____ DATA TO USE

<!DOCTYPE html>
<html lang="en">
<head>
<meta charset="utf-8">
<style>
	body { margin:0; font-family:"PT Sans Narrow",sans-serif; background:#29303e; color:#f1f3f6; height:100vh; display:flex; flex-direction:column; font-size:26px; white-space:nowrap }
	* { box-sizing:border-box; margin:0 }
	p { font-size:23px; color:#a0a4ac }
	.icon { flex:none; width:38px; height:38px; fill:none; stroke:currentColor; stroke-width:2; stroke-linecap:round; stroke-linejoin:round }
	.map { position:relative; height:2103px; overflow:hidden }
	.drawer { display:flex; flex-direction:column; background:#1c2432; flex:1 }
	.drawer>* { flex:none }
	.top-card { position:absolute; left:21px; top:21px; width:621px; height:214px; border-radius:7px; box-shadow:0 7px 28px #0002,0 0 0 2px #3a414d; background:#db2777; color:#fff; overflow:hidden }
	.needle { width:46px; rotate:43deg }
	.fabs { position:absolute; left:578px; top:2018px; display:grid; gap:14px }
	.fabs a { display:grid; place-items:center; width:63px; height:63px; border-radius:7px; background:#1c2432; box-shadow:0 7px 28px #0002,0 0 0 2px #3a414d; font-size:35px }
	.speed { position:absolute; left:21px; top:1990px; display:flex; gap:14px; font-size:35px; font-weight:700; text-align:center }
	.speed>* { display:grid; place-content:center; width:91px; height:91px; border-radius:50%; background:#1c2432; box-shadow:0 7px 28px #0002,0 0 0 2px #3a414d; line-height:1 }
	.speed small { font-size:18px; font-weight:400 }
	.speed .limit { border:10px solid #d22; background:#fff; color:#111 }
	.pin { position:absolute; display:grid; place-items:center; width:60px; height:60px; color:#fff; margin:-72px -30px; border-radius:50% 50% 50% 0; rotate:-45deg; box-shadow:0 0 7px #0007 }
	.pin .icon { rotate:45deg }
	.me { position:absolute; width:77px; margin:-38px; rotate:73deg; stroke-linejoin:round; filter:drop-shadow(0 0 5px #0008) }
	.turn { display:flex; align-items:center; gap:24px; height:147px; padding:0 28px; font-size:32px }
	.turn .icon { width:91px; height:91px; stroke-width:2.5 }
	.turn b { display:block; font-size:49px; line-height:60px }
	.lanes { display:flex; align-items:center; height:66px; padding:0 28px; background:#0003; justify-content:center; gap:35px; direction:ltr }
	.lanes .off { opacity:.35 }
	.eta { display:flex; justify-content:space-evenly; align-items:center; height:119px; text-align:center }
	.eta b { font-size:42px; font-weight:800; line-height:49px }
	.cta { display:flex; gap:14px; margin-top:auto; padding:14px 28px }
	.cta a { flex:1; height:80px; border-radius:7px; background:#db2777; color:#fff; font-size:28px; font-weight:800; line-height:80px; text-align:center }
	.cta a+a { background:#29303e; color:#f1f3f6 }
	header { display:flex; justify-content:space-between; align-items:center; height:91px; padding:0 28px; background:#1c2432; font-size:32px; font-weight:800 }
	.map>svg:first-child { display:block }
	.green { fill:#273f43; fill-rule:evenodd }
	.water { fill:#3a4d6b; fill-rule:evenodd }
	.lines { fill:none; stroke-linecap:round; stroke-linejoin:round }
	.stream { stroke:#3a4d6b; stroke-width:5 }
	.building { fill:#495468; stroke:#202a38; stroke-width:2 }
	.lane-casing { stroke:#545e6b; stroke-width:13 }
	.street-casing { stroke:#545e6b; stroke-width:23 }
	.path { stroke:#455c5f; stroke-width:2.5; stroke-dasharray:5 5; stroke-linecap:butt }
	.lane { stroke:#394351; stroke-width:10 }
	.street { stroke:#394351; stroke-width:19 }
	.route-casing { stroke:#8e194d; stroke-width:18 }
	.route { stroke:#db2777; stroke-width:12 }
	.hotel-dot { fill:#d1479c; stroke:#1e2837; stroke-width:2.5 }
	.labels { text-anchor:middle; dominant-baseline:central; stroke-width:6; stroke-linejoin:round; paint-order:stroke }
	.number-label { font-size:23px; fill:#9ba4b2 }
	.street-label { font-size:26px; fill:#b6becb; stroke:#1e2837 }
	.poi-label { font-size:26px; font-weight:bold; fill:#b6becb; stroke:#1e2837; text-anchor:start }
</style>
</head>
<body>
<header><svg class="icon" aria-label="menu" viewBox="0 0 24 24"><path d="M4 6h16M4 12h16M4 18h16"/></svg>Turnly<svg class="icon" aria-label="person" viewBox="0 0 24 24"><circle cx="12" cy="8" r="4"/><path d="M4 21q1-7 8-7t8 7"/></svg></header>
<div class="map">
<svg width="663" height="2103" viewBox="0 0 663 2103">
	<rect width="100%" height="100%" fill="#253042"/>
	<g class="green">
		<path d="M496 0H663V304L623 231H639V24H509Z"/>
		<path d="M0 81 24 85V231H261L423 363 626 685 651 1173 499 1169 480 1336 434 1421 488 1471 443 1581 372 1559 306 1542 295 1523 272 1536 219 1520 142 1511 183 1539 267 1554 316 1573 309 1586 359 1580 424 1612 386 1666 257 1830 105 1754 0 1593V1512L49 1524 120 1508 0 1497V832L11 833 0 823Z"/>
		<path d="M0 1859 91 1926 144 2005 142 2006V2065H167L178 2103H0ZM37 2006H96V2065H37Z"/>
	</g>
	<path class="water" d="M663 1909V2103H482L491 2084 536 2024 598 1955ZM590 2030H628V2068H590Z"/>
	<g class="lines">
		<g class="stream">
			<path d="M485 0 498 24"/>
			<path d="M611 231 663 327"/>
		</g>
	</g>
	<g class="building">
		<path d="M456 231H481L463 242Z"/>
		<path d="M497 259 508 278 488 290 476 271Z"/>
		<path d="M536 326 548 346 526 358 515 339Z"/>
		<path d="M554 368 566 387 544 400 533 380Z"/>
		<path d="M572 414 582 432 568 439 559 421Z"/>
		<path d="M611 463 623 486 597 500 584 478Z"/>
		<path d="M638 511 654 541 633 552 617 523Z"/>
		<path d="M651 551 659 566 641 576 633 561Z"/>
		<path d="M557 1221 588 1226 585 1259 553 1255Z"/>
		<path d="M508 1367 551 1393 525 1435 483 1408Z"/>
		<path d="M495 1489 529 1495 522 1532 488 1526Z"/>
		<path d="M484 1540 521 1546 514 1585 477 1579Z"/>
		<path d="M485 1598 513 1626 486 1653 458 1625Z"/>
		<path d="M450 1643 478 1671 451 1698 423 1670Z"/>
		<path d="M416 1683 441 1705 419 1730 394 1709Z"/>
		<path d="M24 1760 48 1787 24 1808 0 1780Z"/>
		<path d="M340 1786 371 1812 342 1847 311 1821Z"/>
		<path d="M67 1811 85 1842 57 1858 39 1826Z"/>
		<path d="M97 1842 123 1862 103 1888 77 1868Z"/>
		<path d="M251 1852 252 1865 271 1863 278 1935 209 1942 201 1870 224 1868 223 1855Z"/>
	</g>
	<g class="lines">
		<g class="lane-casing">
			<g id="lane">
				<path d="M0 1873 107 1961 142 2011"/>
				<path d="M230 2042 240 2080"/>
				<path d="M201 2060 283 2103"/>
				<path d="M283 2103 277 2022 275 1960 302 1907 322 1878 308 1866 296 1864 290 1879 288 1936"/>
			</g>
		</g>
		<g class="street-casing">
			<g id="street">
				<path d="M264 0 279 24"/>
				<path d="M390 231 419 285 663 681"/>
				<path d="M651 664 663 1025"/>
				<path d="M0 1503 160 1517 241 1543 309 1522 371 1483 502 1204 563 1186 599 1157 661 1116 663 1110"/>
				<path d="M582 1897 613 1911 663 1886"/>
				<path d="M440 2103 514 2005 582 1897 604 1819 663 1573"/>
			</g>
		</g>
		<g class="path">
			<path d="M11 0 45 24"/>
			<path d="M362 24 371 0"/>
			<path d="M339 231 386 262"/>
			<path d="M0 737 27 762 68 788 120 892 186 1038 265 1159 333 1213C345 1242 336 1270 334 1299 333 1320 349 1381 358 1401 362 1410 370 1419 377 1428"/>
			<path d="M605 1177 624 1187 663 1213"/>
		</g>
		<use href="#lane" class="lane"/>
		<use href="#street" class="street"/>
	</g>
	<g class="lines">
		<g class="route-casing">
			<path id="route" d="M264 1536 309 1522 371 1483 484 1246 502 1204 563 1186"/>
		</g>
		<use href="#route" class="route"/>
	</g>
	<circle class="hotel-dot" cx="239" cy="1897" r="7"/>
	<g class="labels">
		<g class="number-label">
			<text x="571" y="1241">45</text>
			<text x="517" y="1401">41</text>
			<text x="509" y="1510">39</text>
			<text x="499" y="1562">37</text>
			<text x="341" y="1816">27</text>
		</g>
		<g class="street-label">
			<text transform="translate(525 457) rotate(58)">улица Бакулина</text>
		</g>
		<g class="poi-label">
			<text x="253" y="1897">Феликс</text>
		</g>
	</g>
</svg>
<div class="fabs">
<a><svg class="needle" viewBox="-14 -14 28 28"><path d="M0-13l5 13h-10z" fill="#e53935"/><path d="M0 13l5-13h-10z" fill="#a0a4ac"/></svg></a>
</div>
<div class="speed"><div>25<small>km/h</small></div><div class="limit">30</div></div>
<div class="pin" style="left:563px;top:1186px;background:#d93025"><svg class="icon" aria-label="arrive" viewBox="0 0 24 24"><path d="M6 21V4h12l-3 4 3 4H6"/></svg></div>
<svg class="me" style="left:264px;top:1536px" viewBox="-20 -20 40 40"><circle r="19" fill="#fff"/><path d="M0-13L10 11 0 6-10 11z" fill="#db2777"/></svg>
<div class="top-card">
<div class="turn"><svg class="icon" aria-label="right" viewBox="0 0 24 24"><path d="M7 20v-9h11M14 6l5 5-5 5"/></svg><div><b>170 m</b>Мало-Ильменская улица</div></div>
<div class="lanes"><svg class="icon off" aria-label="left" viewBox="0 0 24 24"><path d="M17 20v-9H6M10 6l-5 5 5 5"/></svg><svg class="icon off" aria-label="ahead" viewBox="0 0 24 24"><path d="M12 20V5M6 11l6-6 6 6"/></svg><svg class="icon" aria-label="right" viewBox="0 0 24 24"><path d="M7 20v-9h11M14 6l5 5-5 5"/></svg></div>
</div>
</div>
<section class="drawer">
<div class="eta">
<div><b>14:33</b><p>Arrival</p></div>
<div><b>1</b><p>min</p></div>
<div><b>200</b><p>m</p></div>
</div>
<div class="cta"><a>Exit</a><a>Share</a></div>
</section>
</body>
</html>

________

# TASK REQUIREMENTS
Tell how many lines of the listing above contain "place", giving the number alone.

# RESULT OF THIS EXERCISE
3